**** INPUT FOR THIS TASK ****

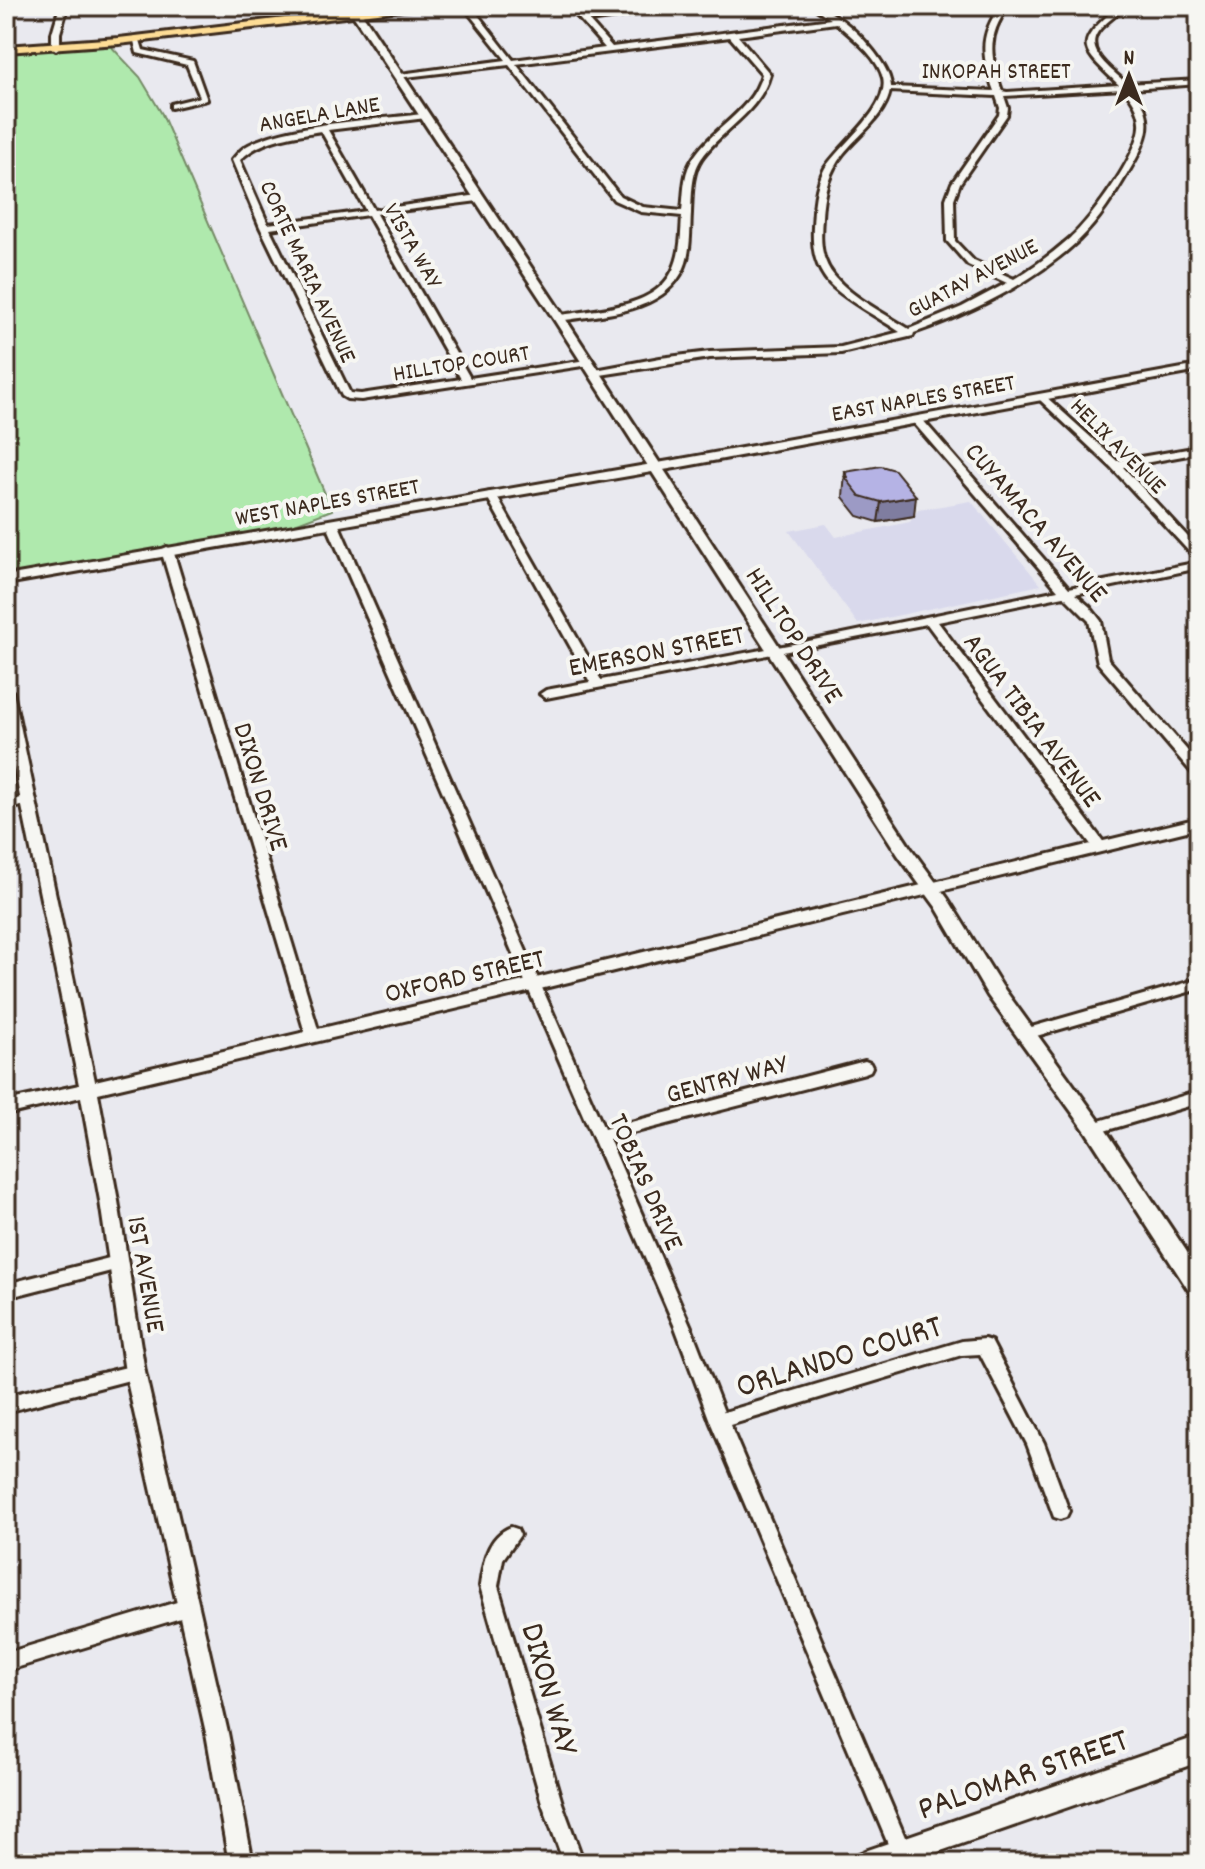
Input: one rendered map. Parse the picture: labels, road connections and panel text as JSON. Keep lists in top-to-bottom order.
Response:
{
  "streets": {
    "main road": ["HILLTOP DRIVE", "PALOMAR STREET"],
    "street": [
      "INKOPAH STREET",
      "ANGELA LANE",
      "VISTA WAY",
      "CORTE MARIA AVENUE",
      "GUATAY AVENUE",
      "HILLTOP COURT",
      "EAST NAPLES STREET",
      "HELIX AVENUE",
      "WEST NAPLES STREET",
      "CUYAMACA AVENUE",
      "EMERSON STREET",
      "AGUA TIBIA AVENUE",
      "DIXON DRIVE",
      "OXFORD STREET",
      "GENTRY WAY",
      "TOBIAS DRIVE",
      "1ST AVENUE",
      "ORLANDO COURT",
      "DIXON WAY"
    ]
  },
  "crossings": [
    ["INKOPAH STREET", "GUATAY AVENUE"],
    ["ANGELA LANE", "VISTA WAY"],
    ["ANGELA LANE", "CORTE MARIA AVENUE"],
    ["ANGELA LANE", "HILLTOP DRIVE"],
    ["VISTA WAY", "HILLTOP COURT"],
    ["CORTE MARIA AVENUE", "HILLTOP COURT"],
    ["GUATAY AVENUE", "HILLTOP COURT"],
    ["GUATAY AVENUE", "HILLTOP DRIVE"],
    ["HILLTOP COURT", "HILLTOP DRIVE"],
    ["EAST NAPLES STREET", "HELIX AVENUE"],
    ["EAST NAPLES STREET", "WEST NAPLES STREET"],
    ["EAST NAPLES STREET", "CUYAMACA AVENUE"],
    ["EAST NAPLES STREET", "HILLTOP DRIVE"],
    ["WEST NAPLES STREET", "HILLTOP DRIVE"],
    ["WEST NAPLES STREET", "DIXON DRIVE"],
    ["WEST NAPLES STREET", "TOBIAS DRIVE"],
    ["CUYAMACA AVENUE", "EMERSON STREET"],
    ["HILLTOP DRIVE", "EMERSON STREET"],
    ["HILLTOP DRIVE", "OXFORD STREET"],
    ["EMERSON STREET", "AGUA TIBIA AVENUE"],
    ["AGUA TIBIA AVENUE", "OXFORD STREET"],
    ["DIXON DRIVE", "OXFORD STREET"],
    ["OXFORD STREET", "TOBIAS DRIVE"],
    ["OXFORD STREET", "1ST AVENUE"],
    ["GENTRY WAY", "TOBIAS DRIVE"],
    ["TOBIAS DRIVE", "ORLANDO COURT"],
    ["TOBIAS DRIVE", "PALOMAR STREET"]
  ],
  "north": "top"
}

****

→ **WORK REQUIRED**
Each entry should appear again exactly as written, pictures excluded.

→ **SOLVED EXERCISE**
Input: one rendered map. Parse the picture: labels, road connections and panel text as JSON. Keep lists in top-to-bottom order.
Response:
{
  "streets": {
    "main road": ["HILLTOP DRIVE", "PALOMAR STREET"],
    "street": [
      "INKOPAH STREET",
      "ANGELA LANE",
      "VISTA WAY",
      "CORTE MARIA AVENUE",
      "GUATAY AVENUE",
      "HILLTOP COURT",
      "EAST NAPLES STREET",
      "HELIX AVENUE",
      "WEST NAPLES STREET",
      "CUYAMACA AVENUE",
      "EMERSON STREET",
      "AGUA TIBIA AVENUE",
      "DIXON DRIVE",
      "OXFORD STREET",
      "GENTRY WAY",
      "TOBIAS DRIVE",
      "1ST AVENUE",
      "ORLANDO COURT",
      "DIXON WAY"
    ]
  },
  "crossings": [
    ["INKOPAH STREET", "GUATAY AVENUE"],
    ["ANGELA LANE", "VISTA WAY"],
    ["ANGELA LANE", "CORTE MARIA AVENUE"],
    ["ANGELA LANE", "HILLTOP DRIVE"],
    ["VISTA WAY", "HILLTOP COURT"],
    ["CORTE MARIA AVENUE", "HILLTOP COURT"],
    ["GUATAY AVENUE", "HILLTOP COURT"],
    ["GUATAY AVENUE", "HILLTOP DRIVE"],
    ["HILLTOP COURT", "HILLTOP DRIVE"],
    ["EAST NAPLES STREET", "HELIX AVENUE"],
    ["EAST NAPLES STREET", "WEST NAPLES STREET"],
    ["EAST NAPLES STREET", "CUYAMACA AVENUE"],
    ["EAST NAPLES STREET", "HILLTOP DRIVE"],
    ["WEST NAPLES STREET", "HILLTOP DRIVE"],
    ["WEST NAPLES STREET", "DIXON DRIVE"],
    ["WEST NAPLES STREET", "TOBIAS DRIVE"],
    ["CUYAMACA AVENUE", "EMERSON STREET"],
    ["HILLTOP DRIVE", "EMERSON STREET"],
    ["HILLTOP DRIVE", "OXFORD STREET"],
    ["EMERSON STREET", "AGUA TIBIA AVENUE"],
    ["AGUA TIBIA AVENUE", "OXFORD STREET"],
    ["DIXON DRIVE", "OXFORD STREET"],
    ["OXFORD STREET", "TOBIAS DRIVE"],
    ["OXFORD STREET", "1ST AVENUE"],
    ["GENTRY WAY", "TOBIAS DRIVE"],
    ["TOBIAS DRIVE", "ORLANDO COURT"],
    ["TOBIAS DRIVE", "PALOMAR STREET"]
  ],
  "north": "top"
}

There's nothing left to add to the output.